Open tRosenflanz opened 8 months ago

tRosenflanz commented 8 months ago

Describe the bug

Auto Arima keeps all model history during training/solving even when return_valid_fits is set to False. This causes memory consumption growth. Unless return_valid_fits is set to True, only the best model can be kept during solving and worse models can be discarded. This drastically reduces the memory footprint which is useful when parallel training many models

To Reproduce

Train any auto_arima with enough iterations. Observe memory growth.

Versions

System:
    python: 3.8.0 | packaged by conda-forge | (default, Nov 22 2019, 19:11:38)  [GCC 7.3.0]
executable: /home/ubuntu/anaconda3/envs/new_torch/bin/python
   machine: Linux-5.4.0-1063-aws-x86_64-with-glibc2.10

Python dependencies:
 setuptools: 67.6.1
        pip: 23.0.1
    sklearn: 1.3.0
statsmodels: 0.14.0
      numpy: 1.24.2
      scipy: 1.10.1
     Cython: 3.0.8
     pandas: 2.0.3
     joblib: 1.3.2
   pmdarima: 2.0.4
Linux-5.4.0-1063-aws-x86_64-with-glibc2.10
Python 3.8.0 | packaged by conda-forge | (default, Nov 22 2019, 19:11:38) 
[GCC 7.3.0]
pmdarima 2.0.4
NumPy 1.24.4
SciPy 1.10.1
Scikit-Learn 1.3.0

Expected Behavior

Memory consumption of auto_arima stays near constant or grows very slowly.

Actual Behavior

Memory consumption grows quickly and massively causing OOMs

Additional Context

This can be fixed by conditionally saving the worse models and discarding previous best fit. Monkey patching locally works to drastically reduce memory consumption

e.g. for stepwise solver adding self.return_all_fits property and modifying fit function:

def _do_fit(self, order, seasonal_order, constant=None):
    """Do a fit and determine whether the model is better"""
    if not self.seasonal:
        seasonal_order = (0, 0, 0, 0)
    seasonal_order = sm_compat.check_seasonal_order(seasonal_order)

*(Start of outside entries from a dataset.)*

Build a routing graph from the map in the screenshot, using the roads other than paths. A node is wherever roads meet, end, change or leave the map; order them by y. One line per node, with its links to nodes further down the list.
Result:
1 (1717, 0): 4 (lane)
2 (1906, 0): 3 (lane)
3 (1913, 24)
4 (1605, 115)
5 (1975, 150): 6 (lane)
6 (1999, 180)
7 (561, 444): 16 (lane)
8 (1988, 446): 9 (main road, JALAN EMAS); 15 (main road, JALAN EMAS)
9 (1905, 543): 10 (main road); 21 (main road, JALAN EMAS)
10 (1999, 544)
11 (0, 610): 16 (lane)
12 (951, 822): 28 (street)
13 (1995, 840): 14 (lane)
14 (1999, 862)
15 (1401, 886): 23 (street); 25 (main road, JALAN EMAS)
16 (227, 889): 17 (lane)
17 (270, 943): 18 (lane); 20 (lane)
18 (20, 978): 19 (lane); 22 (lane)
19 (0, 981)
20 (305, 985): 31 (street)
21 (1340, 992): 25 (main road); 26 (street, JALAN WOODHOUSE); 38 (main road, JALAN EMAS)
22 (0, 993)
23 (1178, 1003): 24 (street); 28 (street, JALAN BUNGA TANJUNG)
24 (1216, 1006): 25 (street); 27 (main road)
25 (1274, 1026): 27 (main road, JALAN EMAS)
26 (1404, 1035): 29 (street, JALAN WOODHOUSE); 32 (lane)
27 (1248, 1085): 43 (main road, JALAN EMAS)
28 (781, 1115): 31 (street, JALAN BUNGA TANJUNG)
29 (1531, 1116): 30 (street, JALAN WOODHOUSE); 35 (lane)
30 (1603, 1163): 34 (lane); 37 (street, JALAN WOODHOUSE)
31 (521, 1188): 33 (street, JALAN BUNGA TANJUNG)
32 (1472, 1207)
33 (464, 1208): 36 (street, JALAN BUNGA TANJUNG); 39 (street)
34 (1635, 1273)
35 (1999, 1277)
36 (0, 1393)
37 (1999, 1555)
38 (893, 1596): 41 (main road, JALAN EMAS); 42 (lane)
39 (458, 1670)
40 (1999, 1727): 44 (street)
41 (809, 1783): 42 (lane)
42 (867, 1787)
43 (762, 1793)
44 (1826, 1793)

    # we might be fitting without a constant
    if constant is None:
        constant = self.with_intercept

    if (order, seasonal_order, constant) not in self.ic_dict:

        # increment the number of fits
        self.k += 1

        fit, fit_time, new_ic = self._fit_arima(
            order=order,
            seasonal_order=seasonal_order,
            with_intercept=constant)

        # use the orders as a key to be hashed for
        if self.return_all_fits:
                self.results_dict[(order, seasonal_order, constant)] = fit
        # the dictionary (pointing to fit)
        # cache this so we can lookup best model IC downstream
        self.ic_dict[(order, seasonal_order, constant)] = new_ic
        self.fit_time_dict[(order, seasonal_order, constant)] = fit_time

        # Determine if the new fit is better than the existing fit
        if fit is None or np.isinf(new_ic):
            return False

        # no benchmark model
        if self.bestfit is None:
            self.bestfit = fit
            self.bestfit_key = (order, seasonal_order, constant)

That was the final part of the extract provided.